Goal of the exercise: While you copy the lines below, skip the pictures and keep the rest exact.

Source records:
========================

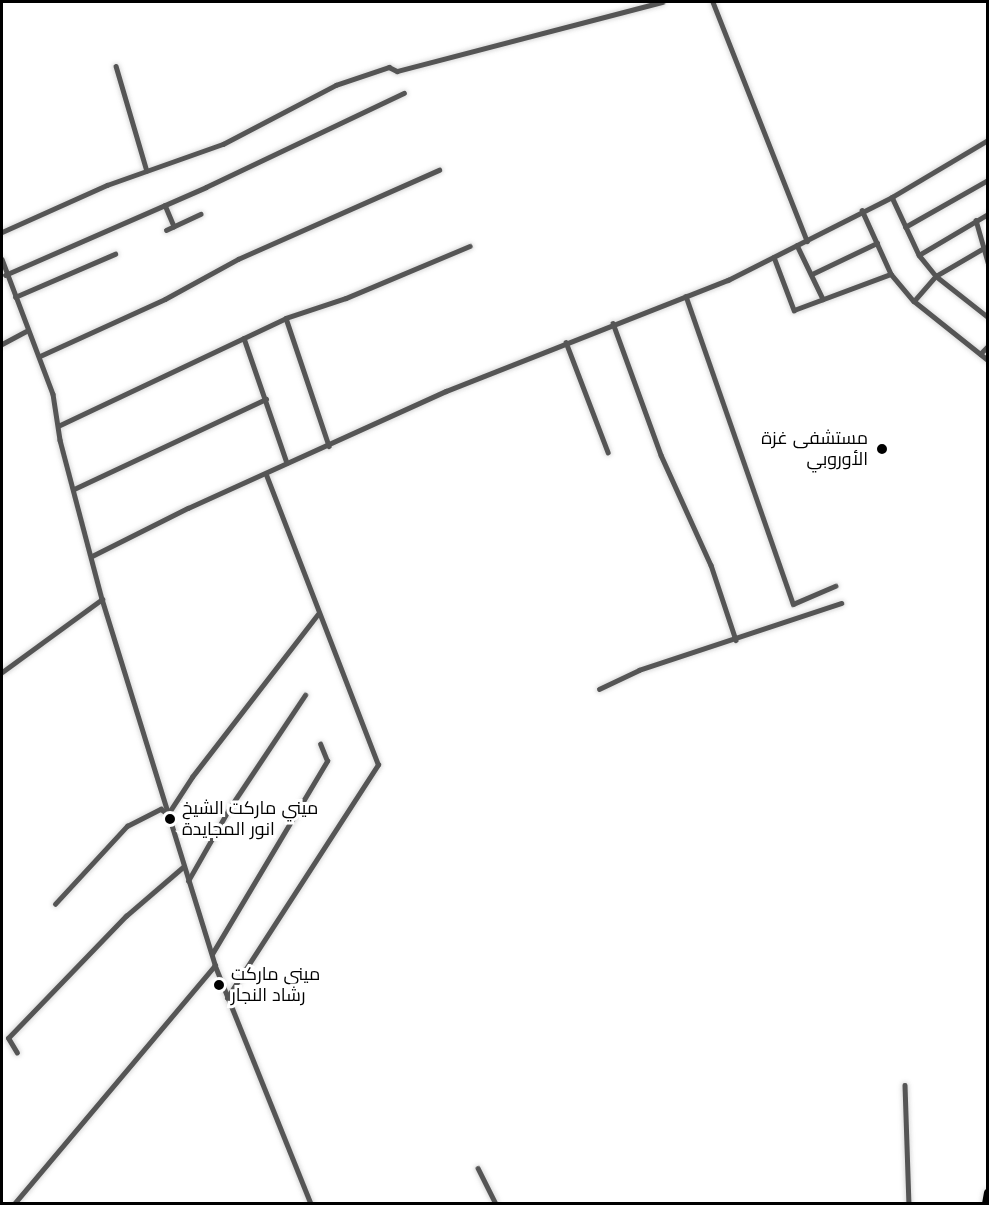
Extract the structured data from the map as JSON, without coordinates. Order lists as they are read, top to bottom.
{
  "places": ["مستشفى غزة الأوروبي", "ميني ماركت الشيخ انور المجايدة", "ميني ماركت رشاد النجار"]
}
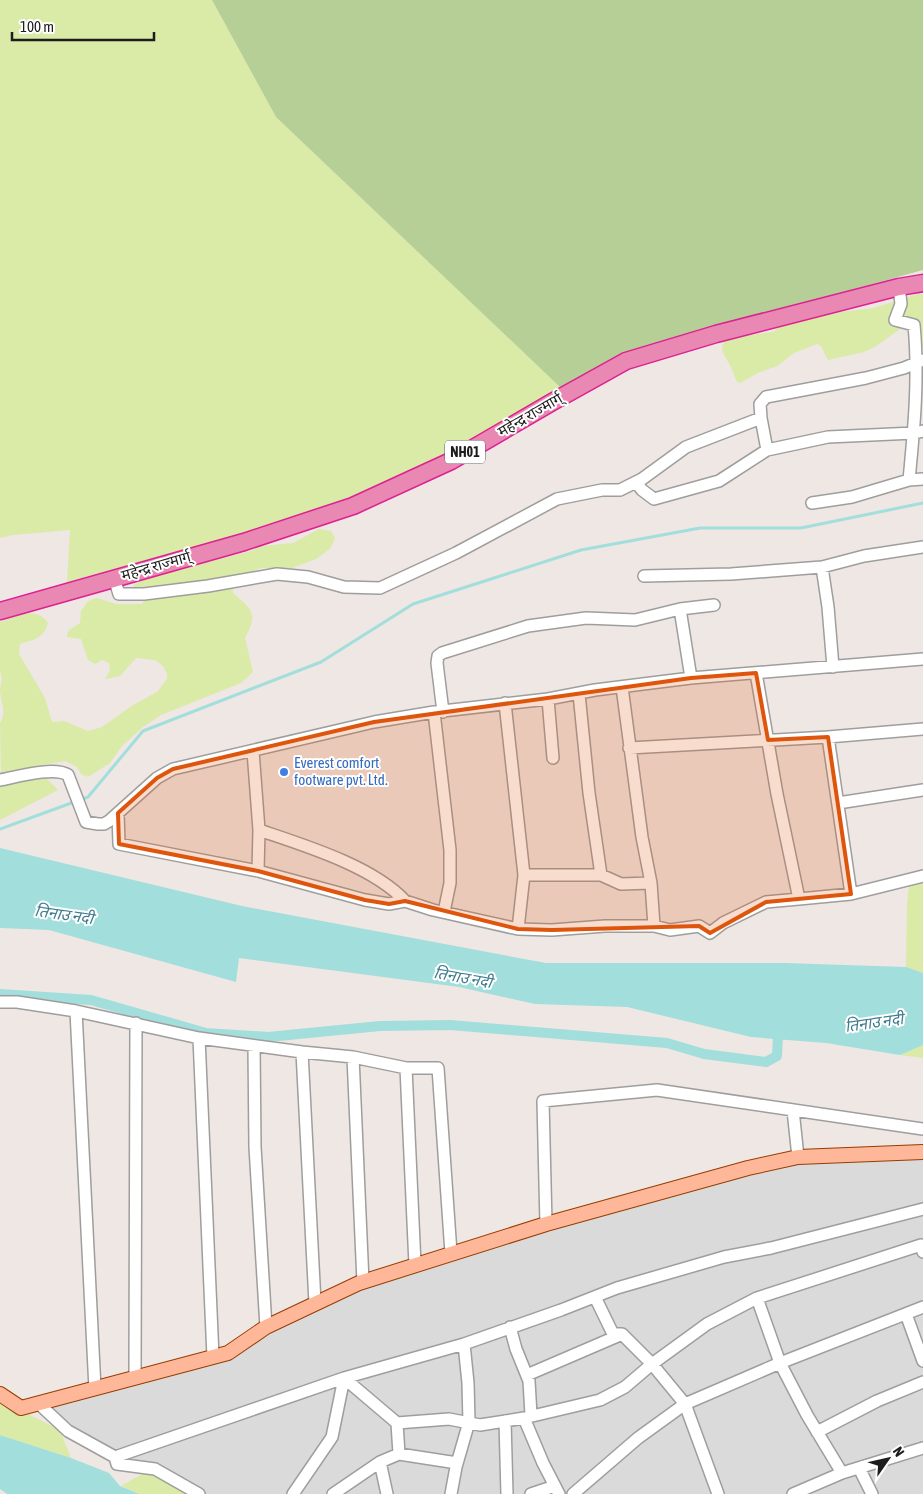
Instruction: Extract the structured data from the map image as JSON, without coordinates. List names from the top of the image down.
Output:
{
  "streets": {
    "highway": ["महेन्द्र राज्मार्ग्", "NH01"]
  },
  "water": ["तिनाउ नदी"],
  "places": ["Everest comfort footware pvt. Ltd."],
  "scale_bar": "100 m",
  "north": "top right"
}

========================

Answer to the problem:
Extract the structured data from the map as JSON, without coordinates. Order lists as they are read, top to bottom.
{
  "places": ["مستشفى غزة الأوروبي", "ميني ماركت الشيخ انور المجايدة", "ميني ماركت رشاد النجار"]
}
Instruction: Extract the structured data from the map image as JSON, without coordinates. List names from the top of the image down.
Output:
{
  "streets": {
    "highway": ["महेन्द्र राज्मार्ग्", "NH01"]
  },
  "water": ["तिनाउ नदी"],
  "places": ["Everest comfort footware pvt. Ltd."],
  "scale_bar": "100 m",
  "north": "top right"
}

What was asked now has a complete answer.